Show every line of the data that includes the word "Calle".

—————

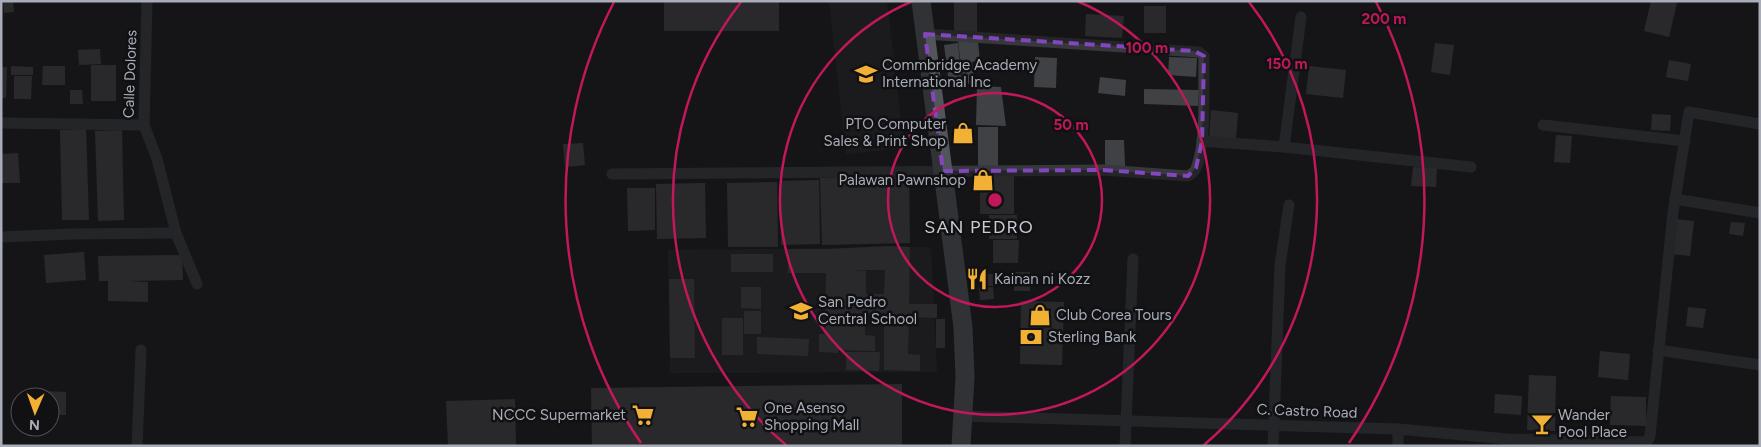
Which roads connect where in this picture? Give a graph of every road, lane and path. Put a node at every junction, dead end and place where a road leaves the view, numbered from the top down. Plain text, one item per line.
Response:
1 (148, 1) edge
2 (921, 1) edge
3 (1301, 17) dead end
4 (925, 34) junction
5 (1, 123) edge
6 (1760, 124) edge
7 (144, 125) junction
8 (1543, 125) dead end
9 (1202, 141) junction
10 (1685, 141) junction
11 (1284, 146) junction
12 (1471, 167) dead end
13 (943, 171) junction
14 (612, 174) dead end
15 (1676, 199) junction
16 (1289, 205) dead end
17 (1760, 213) edge
18 (176, 233) junction
19 (1, 237) edge
20 (1133, 259) dead end
21 (197, 284) dead end
22 (141, 350) dead end
23 (1658, 350) junction
24 (1760, 366) edge
25 (963, 416) junction
26 (1126, 420) junction
27 (1273, 425) junction
28 (1398, 430) junction
29 (137, 446) edge
30 (961, 446) edge
31 (1125, 446) edge
32 (1273, 446) edge
33 (1398, 446) edge

1 - 7 street, Calle Dolores
2 - 4 main road
3 - 11 street
4 - 9 street
4 - 13 main road
5 - 7 street
6 - 10 street
7 - 18 street, Calle Dolores
8 - 10 street
9 - 11 street
9 - 13 street
10 - 15 street
11 - 12 street
13 - 14 street
13 - 25 main road
15 - 17 street
15 - 23 street
16 - 27 street
18 - 19 street
18 - 21 street, Calle Dolores
20 - 26 street
22 - 29 street
23 - 24 street
23 - 28 street, C. Castro Road
25 - 26 street, C. Castro Road
25 - 30 main road
26 - 27 street, C. Castro Road
26 - 31 street
27 - 28 street, C. Castro Road
27 - 32 street
28 - 33 street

—————

### ANSWER TO THE EXERCISE
1 - 7 street, Calle Dolores
7 - 18 street, Calle Dolores
18 - 21 street, Calle Dolores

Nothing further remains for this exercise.